I then place the barley in the trays and will thoroughly wet it at least three times daily until it has grown to the length I desire for feeding.
For now I am only using it for my chickens I will determine if I use it for the goats at a later date.
Please note technology only works when it works. I have tried to resurrect my old blog Life on the Farm but nada , no isn't having none of it!
So here we go again. Lots of changes on our "42 acres of paradise". A smaller herd of LaMancha dairy goats , a larger flock of chickens including 34 almost four week old pullets. Please note this is no pullet . May I introduce "Robert Redford" a lovely Wheaton roo and a perfect gentleman.
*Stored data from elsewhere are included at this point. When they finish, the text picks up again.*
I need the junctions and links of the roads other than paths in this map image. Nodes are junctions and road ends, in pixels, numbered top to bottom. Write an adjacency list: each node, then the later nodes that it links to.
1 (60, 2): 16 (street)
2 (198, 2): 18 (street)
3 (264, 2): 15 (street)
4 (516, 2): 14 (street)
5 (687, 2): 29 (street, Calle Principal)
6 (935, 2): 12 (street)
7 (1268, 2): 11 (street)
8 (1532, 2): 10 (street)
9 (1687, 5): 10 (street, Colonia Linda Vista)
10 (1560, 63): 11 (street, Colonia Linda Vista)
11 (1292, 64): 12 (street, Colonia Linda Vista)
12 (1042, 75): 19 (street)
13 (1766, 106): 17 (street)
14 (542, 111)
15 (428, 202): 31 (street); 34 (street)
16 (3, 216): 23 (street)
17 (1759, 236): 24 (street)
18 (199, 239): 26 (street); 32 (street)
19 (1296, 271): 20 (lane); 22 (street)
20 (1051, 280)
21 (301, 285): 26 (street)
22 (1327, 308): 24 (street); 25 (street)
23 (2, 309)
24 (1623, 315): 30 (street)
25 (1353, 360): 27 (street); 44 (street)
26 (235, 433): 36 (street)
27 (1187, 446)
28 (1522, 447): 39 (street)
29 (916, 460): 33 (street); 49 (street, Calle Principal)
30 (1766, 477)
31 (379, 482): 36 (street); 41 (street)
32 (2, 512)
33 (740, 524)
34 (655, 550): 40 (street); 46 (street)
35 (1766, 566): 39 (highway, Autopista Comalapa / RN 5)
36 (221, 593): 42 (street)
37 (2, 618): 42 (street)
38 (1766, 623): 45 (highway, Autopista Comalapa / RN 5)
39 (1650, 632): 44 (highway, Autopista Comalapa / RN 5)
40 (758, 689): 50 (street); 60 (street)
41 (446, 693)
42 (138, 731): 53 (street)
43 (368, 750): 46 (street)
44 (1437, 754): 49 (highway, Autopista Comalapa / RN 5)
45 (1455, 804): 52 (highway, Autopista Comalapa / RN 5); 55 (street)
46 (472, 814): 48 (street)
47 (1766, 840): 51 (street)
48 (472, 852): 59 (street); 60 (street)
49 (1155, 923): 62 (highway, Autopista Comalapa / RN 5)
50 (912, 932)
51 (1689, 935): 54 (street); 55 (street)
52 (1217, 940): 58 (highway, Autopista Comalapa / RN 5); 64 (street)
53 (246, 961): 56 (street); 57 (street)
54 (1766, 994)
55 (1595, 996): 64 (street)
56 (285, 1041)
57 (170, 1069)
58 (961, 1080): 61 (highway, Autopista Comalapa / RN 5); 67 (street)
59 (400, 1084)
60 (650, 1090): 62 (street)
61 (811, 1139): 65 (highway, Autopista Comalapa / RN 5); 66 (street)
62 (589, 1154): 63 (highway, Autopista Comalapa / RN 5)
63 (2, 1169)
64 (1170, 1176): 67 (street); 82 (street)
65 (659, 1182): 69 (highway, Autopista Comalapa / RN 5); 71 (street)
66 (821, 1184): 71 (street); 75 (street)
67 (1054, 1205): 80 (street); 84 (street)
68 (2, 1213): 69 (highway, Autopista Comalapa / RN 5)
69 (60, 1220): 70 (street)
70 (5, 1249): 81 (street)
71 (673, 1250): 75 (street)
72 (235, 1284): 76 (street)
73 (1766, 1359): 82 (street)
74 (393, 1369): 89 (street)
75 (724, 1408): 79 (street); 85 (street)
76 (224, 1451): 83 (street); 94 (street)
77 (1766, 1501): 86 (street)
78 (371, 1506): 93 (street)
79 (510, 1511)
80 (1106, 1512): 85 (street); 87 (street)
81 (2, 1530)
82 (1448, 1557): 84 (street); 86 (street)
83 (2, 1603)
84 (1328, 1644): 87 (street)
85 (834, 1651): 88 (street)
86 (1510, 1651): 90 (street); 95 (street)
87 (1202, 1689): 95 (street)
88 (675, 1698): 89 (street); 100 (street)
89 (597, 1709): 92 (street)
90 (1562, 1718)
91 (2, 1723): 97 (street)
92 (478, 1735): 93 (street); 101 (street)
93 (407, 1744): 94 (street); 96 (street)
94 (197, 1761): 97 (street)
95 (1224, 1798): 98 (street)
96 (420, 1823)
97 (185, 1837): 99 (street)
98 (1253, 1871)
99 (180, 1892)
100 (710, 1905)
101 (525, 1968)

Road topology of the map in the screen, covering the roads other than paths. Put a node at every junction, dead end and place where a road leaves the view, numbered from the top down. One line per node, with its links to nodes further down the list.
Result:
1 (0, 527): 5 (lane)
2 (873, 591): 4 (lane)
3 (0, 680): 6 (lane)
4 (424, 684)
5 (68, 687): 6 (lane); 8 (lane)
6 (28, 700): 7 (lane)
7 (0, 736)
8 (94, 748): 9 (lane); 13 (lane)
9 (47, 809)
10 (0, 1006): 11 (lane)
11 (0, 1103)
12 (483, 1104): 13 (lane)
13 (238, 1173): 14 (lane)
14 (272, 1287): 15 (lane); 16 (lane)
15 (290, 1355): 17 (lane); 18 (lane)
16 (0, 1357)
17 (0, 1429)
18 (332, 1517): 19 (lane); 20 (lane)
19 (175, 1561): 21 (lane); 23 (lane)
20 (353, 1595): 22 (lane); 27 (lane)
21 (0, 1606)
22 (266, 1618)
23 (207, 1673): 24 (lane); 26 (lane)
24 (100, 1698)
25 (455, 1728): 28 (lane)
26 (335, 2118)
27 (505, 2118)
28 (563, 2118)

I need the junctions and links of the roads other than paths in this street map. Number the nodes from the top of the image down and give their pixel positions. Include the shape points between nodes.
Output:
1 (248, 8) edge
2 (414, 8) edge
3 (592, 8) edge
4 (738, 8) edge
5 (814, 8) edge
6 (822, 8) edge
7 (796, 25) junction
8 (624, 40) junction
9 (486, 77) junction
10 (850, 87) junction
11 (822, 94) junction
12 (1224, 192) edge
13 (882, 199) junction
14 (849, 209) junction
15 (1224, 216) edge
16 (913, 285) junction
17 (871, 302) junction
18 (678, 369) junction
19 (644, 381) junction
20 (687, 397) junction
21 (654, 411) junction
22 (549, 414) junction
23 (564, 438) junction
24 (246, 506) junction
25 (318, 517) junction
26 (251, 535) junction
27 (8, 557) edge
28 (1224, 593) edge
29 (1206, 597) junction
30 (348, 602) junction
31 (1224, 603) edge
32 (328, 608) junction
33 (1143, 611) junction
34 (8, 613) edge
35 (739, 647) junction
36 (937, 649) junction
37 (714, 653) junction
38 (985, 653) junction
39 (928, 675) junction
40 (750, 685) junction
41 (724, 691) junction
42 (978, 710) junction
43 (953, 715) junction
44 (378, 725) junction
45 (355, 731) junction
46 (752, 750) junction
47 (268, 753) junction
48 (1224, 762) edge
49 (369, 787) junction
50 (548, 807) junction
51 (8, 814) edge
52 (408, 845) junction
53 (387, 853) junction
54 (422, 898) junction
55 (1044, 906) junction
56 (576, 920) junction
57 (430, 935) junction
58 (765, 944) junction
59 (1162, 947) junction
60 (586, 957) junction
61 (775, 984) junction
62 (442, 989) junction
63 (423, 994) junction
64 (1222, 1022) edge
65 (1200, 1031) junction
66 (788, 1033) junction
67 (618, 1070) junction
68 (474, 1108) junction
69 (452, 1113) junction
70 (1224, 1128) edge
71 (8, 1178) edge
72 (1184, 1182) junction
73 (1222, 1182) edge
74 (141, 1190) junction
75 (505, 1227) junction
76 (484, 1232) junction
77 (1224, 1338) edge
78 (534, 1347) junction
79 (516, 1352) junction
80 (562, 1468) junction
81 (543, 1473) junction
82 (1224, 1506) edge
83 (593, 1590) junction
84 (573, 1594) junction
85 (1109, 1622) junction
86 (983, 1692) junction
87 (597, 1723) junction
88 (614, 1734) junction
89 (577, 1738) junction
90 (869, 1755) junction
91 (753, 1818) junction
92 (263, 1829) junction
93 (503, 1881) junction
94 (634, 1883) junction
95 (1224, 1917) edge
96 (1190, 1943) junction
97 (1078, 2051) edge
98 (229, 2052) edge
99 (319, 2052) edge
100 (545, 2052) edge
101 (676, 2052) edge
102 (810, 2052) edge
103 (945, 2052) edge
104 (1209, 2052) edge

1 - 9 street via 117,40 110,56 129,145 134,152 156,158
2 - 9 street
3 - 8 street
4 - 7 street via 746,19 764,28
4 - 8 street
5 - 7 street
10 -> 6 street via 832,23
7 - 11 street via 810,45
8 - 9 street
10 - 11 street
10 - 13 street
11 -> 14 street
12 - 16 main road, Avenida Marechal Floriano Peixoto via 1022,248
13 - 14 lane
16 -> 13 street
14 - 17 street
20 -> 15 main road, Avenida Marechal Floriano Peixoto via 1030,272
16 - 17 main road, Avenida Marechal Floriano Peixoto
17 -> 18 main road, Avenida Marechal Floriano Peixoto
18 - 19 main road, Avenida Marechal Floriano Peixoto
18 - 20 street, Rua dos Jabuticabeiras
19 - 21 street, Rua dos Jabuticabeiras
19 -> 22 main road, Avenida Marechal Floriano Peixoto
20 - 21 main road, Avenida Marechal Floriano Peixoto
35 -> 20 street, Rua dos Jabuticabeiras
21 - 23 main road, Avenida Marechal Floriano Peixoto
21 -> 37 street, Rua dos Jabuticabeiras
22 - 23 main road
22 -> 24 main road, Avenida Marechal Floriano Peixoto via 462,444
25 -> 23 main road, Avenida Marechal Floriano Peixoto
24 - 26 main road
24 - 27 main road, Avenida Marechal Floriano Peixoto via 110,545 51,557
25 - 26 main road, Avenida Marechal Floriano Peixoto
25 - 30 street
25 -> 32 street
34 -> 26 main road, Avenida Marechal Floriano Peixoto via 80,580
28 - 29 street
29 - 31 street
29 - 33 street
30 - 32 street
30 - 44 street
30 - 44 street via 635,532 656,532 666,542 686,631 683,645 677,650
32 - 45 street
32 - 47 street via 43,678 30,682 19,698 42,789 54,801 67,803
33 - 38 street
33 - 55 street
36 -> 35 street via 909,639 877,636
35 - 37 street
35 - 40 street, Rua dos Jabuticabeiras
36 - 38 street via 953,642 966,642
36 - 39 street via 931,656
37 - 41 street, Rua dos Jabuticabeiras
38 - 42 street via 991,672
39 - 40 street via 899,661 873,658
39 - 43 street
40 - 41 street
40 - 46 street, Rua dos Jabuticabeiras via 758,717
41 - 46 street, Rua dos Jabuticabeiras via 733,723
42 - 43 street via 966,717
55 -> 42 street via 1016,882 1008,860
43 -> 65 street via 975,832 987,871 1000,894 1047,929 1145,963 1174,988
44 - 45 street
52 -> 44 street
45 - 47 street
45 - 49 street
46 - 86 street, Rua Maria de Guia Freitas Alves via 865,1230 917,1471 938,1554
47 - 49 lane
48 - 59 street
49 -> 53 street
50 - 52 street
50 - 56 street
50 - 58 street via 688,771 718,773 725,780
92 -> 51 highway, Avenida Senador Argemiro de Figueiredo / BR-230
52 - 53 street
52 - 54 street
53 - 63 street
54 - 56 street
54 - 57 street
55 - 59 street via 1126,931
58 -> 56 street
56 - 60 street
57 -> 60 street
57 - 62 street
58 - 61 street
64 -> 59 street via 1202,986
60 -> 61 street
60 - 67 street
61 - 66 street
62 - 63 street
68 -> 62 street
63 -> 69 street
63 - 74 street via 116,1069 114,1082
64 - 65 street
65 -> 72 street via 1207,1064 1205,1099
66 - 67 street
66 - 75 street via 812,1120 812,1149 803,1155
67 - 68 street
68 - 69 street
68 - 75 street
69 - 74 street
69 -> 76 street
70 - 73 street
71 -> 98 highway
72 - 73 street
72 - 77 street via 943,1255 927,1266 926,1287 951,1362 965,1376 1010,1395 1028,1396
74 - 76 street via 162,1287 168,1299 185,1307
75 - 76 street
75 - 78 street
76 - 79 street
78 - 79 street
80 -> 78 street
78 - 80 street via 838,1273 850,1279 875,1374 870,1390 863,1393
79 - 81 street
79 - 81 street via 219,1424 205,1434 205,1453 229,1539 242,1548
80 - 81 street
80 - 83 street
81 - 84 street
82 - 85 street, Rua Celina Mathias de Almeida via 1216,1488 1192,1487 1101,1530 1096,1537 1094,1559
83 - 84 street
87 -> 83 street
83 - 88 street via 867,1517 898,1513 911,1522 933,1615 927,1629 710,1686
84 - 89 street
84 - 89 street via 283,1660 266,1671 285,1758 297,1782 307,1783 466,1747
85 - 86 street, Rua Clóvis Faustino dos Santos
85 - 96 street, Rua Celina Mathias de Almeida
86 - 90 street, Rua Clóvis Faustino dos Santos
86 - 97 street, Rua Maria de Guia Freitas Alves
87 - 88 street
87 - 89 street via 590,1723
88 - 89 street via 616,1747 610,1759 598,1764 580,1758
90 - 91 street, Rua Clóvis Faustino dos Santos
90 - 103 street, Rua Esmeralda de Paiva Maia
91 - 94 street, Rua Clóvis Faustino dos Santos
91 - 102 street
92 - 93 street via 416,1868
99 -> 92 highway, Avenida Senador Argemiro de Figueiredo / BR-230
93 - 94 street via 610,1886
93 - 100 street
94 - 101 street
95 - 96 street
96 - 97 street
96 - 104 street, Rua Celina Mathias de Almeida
Our first full sized garden since
the move here three years ago and the beginning of the new normal for us
with my husband's now on going battle with Chronic Lymphatic Leukemia
and a few other varieties of cancer tossed into the mix just to see if
we were paying attention. :-)
The weather is changing as we visit. Rain is falling and we most certainly won't complain since we will need a lot of it to bring us up to "normal" or better.
I am getting into winter mode. Which means more spinning, weaving and quilting. More warm meals and baking. And more time for blogging. I am still on Facebook but am going to be there less as time goes on. Our world is spinning and many folks are making drama a way of life. I believe that with the exception of instant communication with my family still in the Valley there is not much there for me at this point. So as odd as it may seem I am going back to a gentler time of blogging. Seems odd to say that but tis true.
So with that said if you are new to the blog or have found us again from following before welcome back or welcome for the first time. I hope to make this new blog one of sharing our way of life and gentler times. In hopes that it can be seen that there is life without continual narcissistic drama but still a lot to be shared. Hope to see you here often.